- Data provided

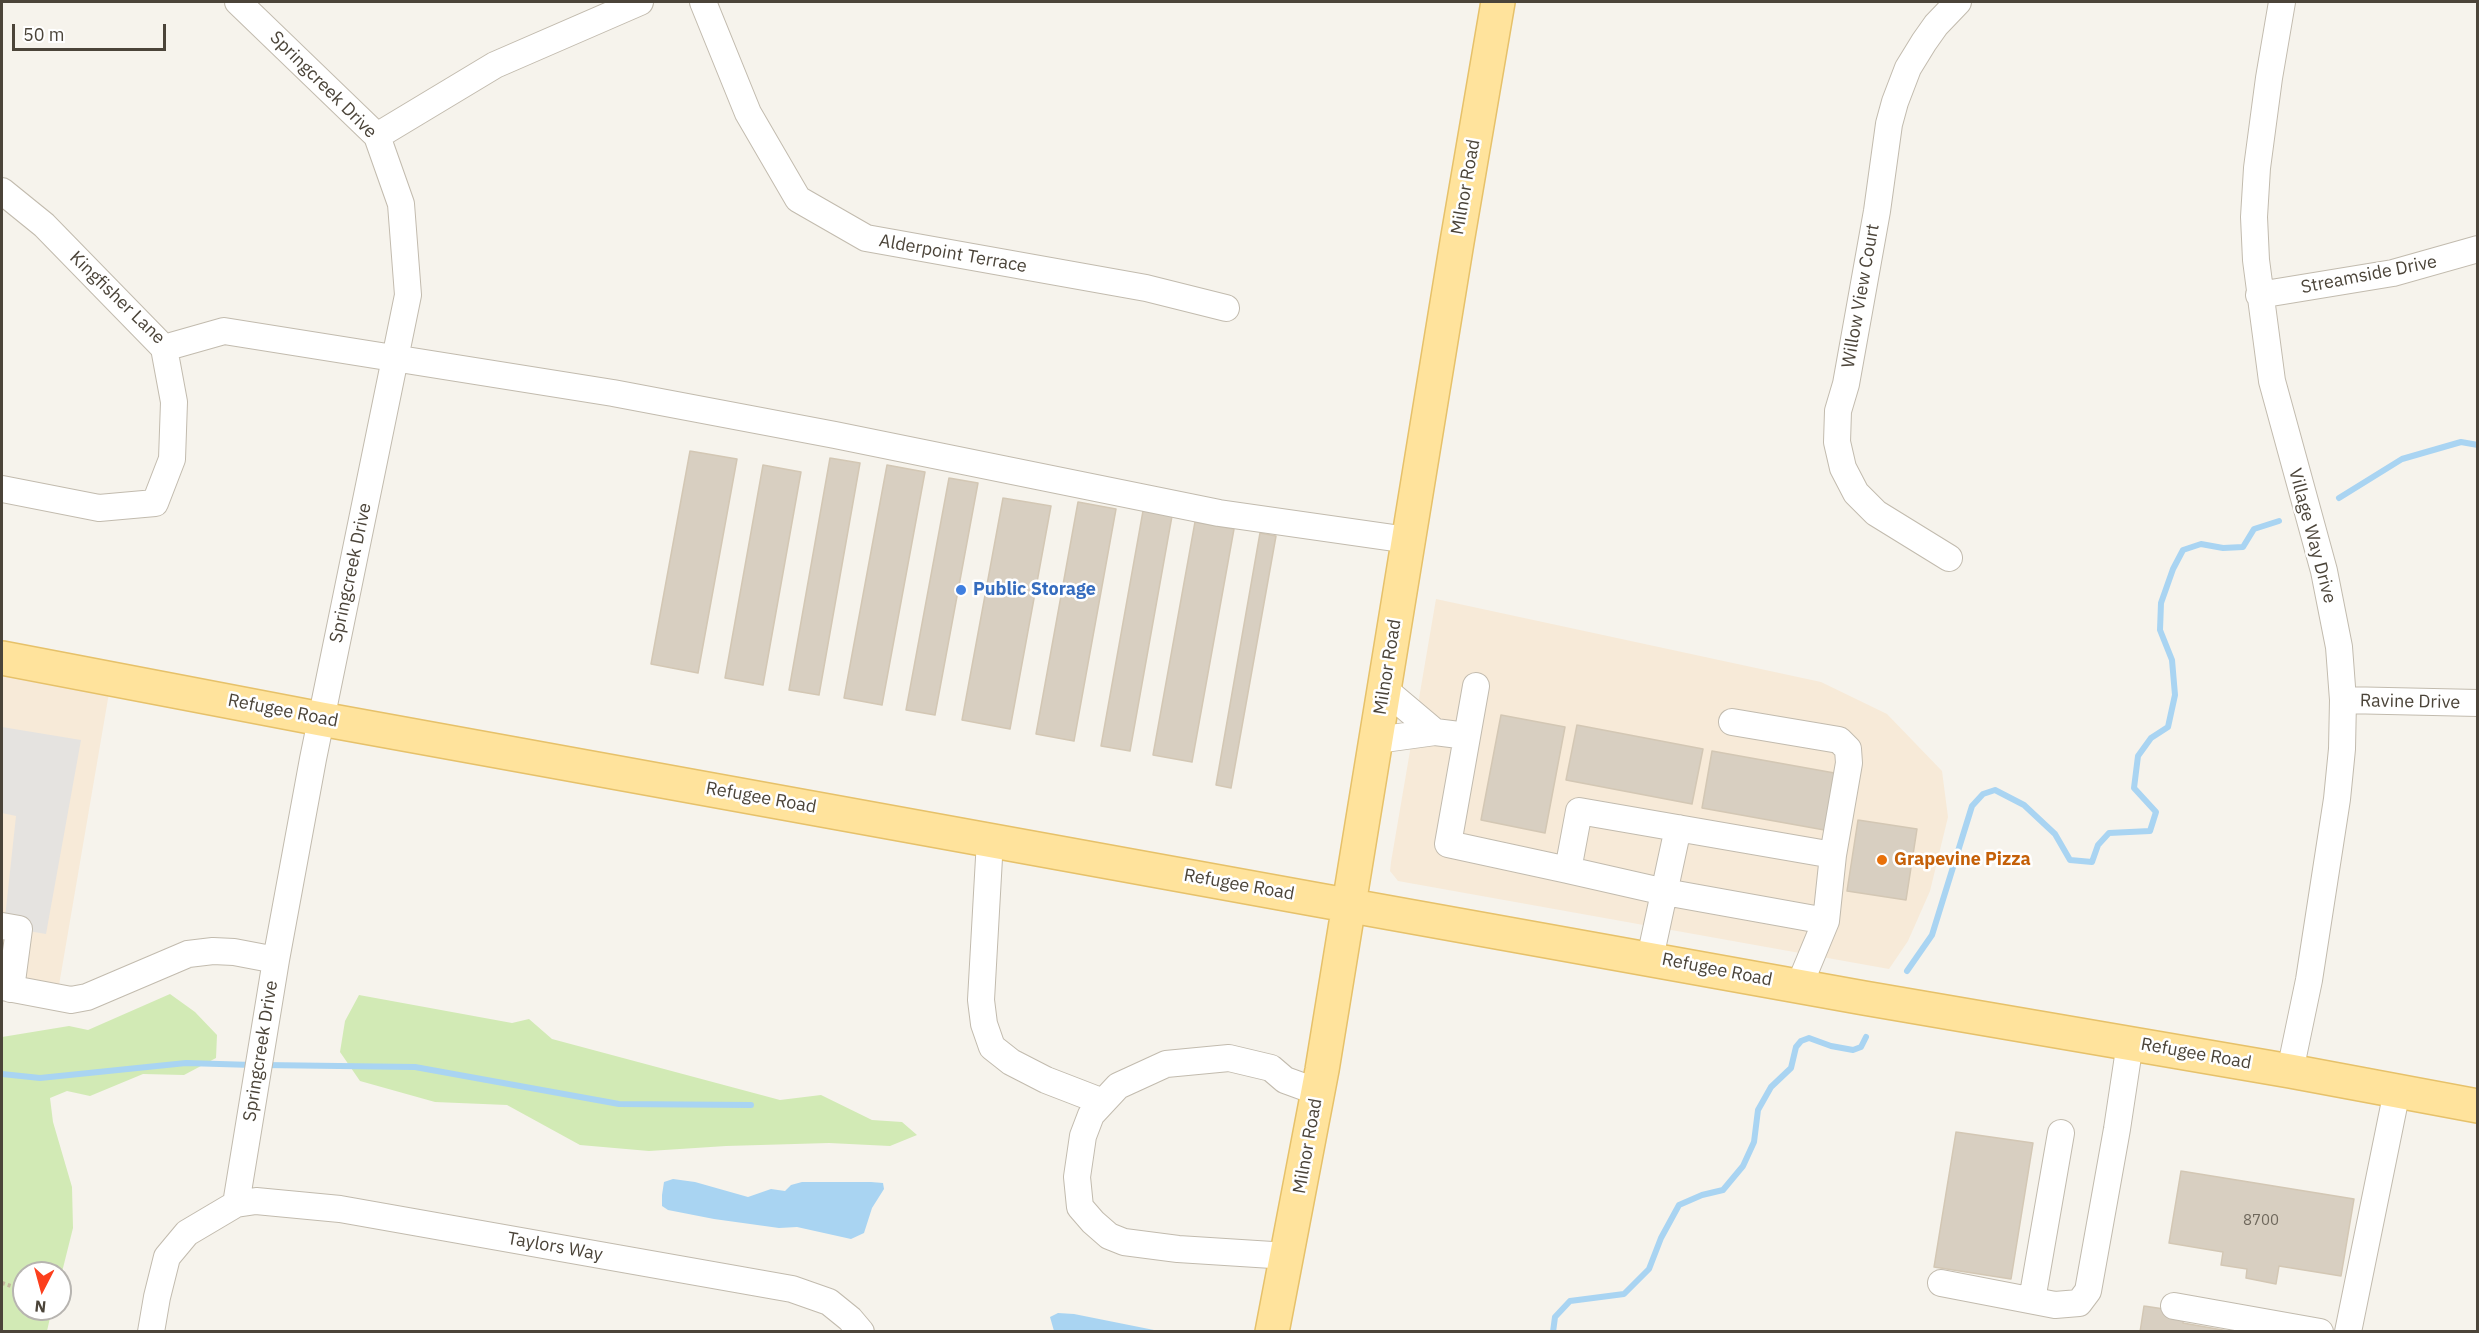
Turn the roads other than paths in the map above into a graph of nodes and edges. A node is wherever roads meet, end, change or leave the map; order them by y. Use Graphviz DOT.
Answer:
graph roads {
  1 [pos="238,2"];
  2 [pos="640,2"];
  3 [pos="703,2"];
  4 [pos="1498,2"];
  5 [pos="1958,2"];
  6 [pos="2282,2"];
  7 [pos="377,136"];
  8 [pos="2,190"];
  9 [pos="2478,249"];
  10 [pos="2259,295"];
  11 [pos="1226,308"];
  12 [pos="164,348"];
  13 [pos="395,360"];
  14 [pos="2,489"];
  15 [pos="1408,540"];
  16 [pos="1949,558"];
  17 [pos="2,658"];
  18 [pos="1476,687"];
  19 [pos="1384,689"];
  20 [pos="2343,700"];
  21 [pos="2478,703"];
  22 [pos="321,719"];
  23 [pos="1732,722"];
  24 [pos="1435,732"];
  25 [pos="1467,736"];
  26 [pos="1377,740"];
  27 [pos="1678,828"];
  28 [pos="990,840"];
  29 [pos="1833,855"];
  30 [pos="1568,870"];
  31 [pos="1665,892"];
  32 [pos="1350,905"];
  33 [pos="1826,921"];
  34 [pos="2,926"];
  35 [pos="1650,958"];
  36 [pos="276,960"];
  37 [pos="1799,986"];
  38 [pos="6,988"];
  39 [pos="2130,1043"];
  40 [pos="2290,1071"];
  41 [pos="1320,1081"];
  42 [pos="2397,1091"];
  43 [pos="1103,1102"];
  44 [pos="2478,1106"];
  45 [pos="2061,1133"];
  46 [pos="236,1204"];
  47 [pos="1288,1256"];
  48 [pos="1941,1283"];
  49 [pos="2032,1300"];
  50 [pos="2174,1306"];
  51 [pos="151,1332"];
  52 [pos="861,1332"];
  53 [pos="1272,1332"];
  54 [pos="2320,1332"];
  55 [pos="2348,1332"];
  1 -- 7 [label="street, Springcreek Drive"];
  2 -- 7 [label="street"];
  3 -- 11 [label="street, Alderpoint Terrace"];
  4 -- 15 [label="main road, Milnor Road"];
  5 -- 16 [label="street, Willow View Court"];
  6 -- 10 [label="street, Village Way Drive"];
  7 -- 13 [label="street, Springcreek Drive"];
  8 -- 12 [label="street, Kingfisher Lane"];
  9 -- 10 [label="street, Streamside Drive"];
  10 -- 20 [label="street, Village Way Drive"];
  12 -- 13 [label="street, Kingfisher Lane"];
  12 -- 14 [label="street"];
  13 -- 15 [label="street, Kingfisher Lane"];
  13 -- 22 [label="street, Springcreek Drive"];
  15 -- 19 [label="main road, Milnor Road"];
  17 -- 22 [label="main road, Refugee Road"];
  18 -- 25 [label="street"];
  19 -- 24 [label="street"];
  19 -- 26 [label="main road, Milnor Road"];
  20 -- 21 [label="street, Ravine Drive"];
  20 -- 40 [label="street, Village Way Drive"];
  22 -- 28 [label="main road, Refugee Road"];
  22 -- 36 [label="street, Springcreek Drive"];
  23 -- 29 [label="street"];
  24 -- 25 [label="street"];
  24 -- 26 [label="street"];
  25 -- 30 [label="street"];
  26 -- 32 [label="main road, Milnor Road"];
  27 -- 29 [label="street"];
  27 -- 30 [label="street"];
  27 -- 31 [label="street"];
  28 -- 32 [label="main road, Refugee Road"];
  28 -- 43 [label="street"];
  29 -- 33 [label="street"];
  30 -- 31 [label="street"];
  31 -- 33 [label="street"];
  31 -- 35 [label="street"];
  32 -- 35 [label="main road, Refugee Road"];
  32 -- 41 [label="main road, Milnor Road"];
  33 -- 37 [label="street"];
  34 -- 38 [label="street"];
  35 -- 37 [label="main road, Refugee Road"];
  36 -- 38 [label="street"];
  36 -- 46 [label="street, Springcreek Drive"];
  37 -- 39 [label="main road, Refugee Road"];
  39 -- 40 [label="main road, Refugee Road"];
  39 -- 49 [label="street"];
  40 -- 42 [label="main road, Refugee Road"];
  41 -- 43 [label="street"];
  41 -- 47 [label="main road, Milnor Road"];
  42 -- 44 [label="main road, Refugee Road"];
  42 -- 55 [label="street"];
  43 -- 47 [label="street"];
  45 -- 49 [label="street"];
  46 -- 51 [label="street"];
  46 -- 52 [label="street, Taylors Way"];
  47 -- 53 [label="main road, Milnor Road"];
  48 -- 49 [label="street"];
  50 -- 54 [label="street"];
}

==

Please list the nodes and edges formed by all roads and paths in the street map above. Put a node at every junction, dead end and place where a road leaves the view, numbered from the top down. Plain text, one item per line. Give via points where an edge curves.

...

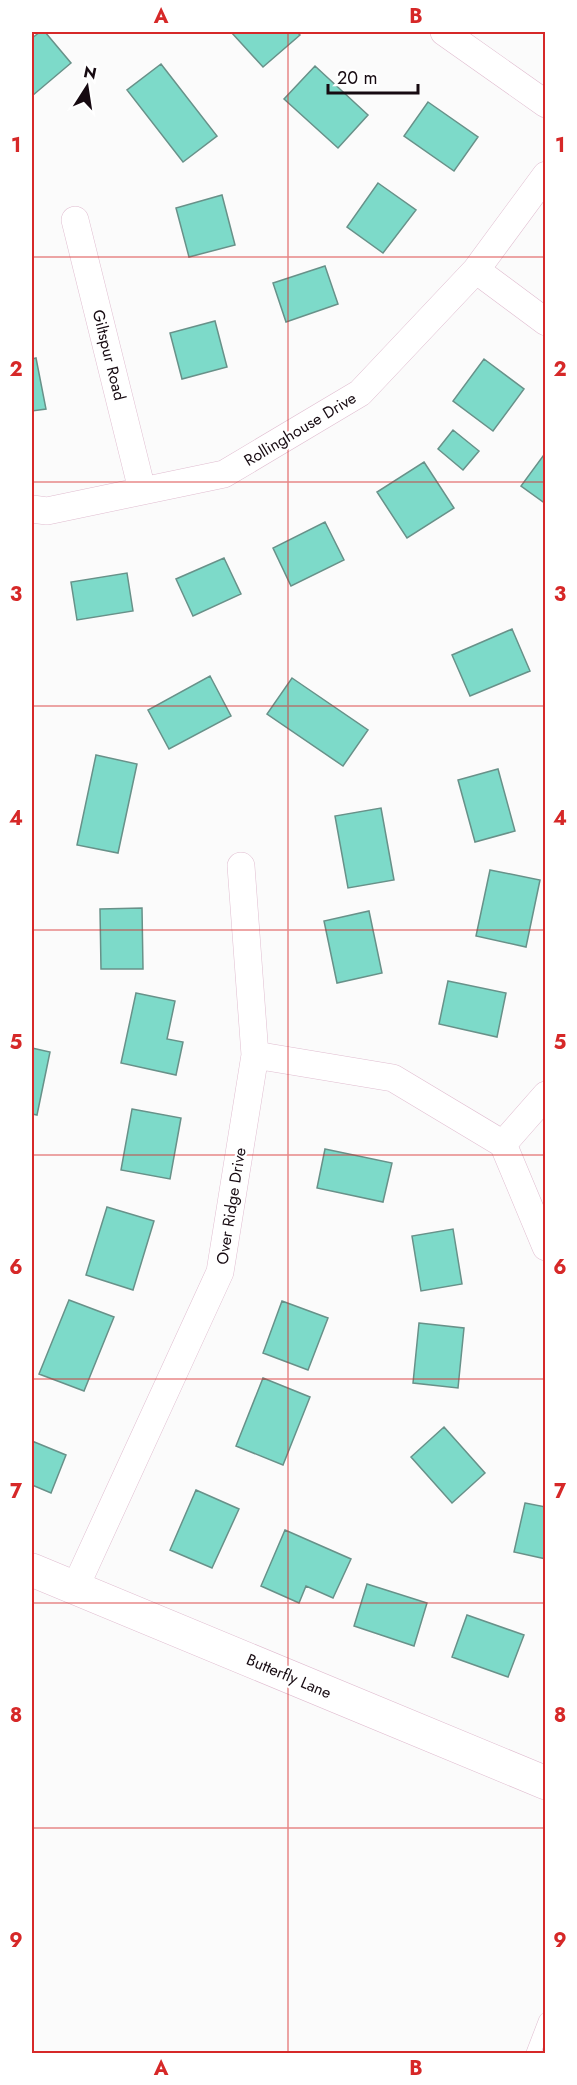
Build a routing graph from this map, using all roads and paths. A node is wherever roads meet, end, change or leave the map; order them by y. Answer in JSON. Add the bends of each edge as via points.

- Exercise
Which lines of the entries above contain the string "change"? Copy each one.

- Written response
Turn the roads other than paths in the map above into a graph of nodes and edges. A node is wherever roads meet, end, change or leave the map; order them by y. Use Graphviz DOT.
Build a routing graph from this map, using all roads and paths. A node is wherever roads meet, end, change or leave the map; order them by y. Answer in JSON. Add the bends of each edge as via points.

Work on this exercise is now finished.